Maliesha Muralidharan
Castlemore Public School, Markham, Ontario
Maliesha Muralidharan designed a unit plan for her grade 8 history class that shifted the focus on how students learn to allow them to showcase their knowledge through art, drama, pictures, quotes, social media, debates and rants. The goal was to hook students by getting them excited, engaged and interested in history and having them dive into the historical thinking concepts in an organic way. Throughout the unit, there are opportunities for every learner to show what they know through multiple entry points, while considering multiple perspectives and the narrative of history.
Andreya Padmore
Orde Street Public School, Toronto, Ontario
In Andreya Padmore’s class, students learned about current and historical events that Canada should be proud of, as well as those that took Canada time to recognize and accept responsibility for. Students went into this project with questions and interest about what happened in Canada and left with more questions, knowledge, and steps to take action toward creating a better future for Canada. For their final project, students were tasked with selecting a racialized Canadian trailblazer or a racialized Canadian inventor to research. Their work was published in a book that was professionally bound and placed in the library so others can learn about the amazing people that have come from Canada.
Shannon Rankin
Centre Dufferin District High School, Shelburne, Ontario
Shannon Rankin encourages her grade 10 students to consider different, sometimes historically competing, altered, or silenced voices in the historical record.
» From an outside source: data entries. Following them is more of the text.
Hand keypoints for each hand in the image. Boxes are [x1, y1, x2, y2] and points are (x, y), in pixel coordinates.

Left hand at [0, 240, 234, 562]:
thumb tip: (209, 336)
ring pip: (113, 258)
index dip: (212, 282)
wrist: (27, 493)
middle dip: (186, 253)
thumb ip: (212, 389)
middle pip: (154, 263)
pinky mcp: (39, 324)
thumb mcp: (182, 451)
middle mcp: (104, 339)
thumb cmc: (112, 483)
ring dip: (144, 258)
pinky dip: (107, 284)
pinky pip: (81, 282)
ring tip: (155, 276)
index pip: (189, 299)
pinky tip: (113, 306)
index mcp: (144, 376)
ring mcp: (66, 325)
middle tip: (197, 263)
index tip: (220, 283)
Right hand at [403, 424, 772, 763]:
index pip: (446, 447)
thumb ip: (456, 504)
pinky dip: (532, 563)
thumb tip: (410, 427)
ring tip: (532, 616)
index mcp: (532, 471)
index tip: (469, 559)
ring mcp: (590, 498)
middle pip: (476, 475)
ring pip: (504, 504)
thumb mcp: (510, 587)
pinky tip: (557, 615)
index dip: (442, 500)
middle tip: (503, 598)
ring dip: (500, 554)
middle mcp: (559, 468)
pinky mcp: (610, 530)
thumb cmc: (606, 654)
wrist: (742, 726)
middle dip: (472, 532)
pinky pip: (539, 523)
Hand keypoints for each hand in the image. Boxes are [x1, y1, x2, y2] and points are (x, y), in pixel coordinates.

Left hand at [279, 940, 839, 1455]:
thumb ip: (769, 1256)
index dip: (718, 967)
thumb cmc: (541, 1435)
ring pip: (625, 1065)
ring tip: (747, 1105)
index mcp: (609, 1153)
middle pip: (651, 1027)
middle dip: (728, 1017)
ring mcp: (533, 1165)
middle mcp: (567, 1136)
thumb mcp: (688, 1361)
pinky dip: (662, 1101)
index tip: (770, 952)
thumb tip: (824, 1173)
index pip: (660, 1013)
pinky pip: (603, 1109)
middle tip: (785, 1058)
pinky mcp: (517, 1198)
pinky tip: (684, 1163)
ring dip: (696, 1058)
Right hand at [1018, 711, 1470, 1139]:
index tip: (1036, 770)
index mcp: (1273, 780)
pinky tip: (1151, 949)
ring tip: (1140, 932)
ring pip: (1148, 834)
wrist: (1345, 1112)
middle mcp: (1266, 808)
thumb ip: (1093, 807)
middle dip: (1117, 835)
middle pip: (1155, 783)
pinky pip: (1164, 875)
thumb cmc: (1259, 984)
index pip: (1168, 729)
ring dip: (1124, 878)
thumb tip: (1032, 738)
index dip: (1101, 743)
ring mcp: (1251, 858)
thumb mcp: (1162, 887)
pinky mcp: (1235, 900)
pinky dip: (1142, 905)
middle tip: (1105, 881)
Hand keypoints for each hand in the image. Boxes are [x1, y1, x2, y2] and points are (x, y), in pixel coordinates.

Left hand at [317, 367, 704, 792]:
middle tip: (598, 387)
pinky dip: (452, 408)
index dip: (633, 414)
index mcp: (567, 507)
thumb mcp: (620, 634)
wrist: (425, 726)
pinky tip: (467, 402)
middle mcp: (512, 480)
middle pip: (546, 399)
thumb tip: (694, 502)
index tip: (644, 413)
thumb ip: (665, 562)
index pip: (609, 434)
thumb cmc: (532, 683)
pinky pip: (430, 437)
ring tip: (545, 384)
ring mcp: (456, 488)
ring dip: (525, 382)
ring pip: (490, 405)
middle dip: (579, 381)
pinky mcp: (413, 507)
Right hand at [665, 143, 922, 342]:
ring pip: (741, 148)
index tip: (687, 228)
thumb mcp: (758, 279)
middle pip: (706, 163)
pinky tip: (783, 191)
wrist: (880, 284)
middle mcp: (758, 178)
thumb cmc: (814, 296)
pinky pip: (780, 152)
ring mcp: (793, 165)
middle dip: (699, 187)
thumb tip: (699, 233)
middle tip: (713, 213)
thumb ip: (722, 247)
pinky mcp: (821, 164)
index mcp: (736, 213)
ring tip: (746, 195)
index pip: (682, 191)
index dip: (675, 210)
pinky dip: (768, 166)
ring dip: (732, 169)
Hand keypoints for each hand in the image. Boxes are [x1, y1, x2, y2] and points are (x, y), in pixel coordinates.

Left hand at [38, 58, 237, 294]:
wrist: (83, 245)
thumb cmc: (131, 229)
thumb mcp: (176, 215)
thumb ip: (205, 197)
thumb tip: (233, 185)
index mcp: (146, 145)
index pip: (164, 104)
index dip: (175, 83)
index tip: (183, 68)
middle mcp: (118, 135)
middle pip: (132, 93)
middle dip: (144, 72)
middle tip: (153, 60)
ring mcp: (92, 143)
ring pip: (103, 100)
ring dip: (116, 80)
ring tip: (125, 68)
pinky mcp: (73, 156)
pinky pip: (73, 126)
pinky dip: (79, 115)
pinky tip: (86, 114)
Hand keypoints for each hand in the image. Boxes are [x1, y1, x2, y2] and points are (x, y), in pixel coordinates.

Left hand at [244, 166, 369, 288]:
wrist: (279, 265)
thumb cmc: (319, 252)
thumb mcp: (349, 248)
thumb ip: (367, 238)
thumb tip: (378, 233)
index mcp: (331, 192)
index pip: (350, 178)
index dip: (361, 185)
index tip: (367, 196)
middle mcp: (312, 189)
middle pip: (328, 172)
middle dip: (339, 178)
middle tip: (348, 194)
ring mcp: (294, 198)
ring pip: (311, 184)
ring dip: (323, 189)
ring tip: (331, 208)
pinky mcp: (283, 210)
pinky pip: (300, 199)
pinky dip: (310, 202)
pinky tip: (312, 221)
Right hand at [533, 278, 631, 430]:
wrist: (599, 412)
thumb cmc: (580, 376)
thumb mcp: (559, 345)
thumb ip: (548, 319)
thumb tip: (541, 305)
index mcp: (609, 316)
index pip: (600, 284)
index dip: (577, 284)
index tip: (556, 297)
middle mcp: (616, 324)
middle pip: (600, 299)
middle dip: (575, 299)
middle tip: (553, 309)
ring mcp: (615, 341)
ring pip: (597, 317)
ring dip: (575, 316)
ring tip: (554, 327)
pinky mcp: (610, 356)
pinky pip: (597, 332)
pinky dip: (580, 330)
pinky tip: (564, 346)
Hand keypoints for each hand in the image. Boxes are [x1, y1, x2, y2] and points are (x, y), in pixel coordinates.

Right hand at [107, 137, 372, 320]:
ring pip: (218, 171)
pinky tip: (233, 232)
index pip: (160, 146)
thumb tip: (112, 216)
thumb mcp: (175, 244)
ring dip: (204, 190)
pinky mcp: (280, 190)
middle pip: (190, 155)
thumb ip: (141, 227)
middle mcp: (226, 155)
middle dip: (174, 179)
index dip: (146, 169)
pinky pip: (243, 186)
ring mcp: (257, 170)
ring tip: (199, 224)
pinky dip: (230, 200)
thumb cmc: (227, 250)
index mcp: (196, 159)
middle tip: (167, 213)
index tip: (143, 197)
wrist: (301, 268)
Her First World War artifact project requires students to create and compose critical reflections on and interpretations of Canada’s First World War story. Students create a theme to explore on a “micro” level, recreating items representing a person, place, and thing that support their theme. With themes ranging from “Canada Matures” to “Problematic Enlistment”, students are able to craft their own lens to view history through, and often choose perspectives that reflect their own sense of self and personal identity.
Ramandeep Sarai
Toronto District Elementary School, Toronto, Ontario
Elementary teacher Ramandeep Sarai guided a group inquiry project with students in grades 4-8 in her special education class to explore the question, What does it mean to be Canadian? Students used this as a jumping off point to look at the experiences and contributions of Canadians of Chinese descent in the past and present through the use of primary and secondary sources. This project was created with accommodations and modifications to allow students to access, understand, and showcase their learning in a variety of ways. The outcome was for students to have a true understanding of Canadian history through the history of Chinese immigrants and their descendants, and how these narratives are a part of a Canadian Identity.